##### Information
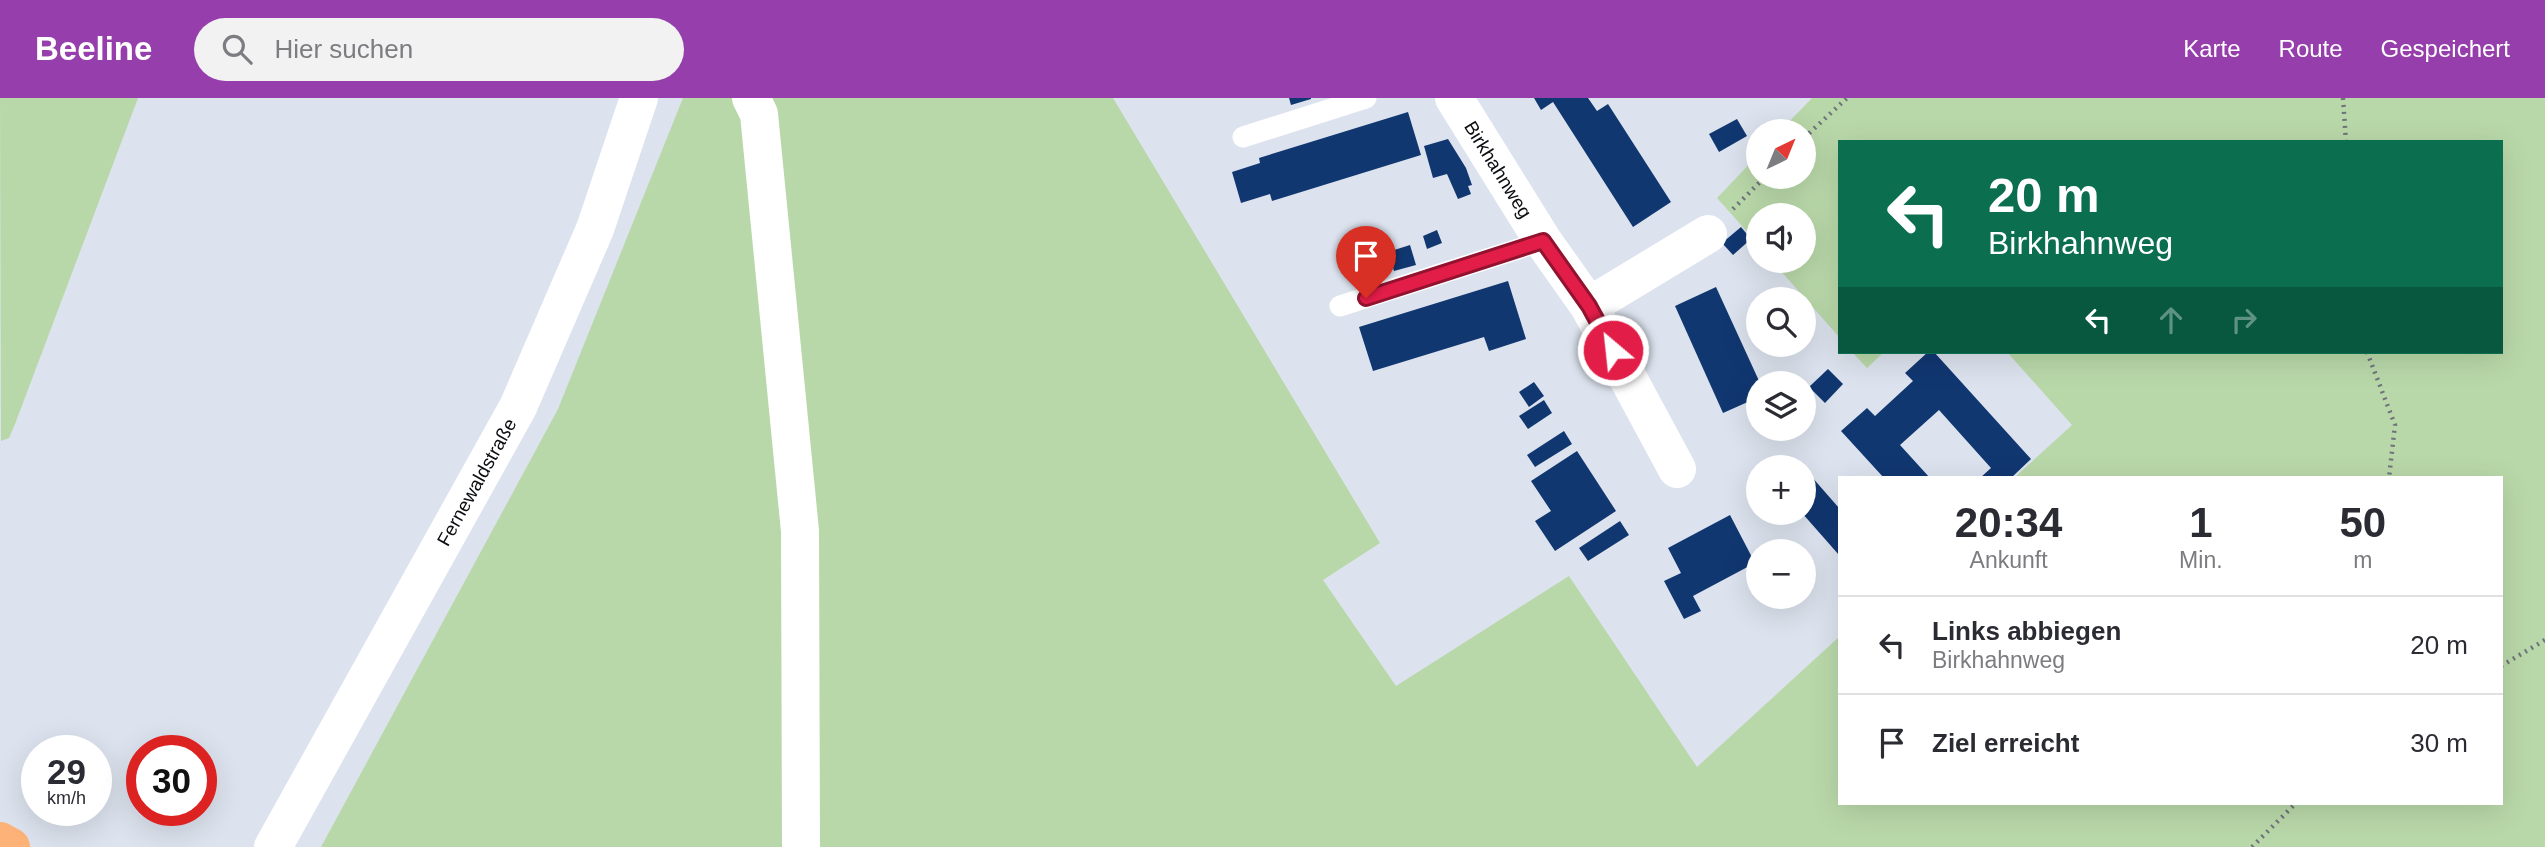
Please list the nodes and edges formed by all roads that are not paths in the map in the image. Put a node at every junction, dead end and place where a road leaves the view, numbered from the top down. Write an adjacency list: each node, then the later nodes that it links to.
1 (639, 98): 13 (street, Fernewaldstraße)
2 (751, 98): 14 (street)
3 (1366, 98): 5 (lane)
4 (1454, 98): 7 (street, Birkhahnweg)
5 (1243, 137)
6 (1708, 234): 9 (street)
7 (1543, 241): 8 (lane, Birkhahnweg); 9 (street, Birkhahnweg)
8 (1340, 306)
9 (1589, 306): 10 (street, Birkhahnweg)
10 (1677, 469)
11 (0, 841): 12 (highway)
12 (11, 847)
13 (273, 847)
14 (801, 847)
##########
Line by line, print the records exactly, leaving the pictures behind.

Expected output
Please list the nodes and edges formed by all roads that are not paths in the map in the image. Put a node at every junction, dead end and place where a road leaves the view, numbered from the top down. Write an adjacency list: each node, then the later nodes that it links to.
1 (639, 98): 13 (street, Fernewaldstraße)
2 (751, 98): 14 (street)
3 (1366, 98): 5 (lane)
4 (1454, 98): 7 (street, Birkhahnweg)
5 (1243, 137)
6 (1708, 234): 9 (street)
7 (1543, 241): 8 (lane, Birkhahnweg); 9 (street, Birkhahnweg)
8 (1340, 306)
9 (1589, 306): 10 (street, Birkhahnweg)
10 (1677, 469)
11 (0, 841): 12 (highway)
12 (11, 847)
13 (273, 847)
14 (801, 847)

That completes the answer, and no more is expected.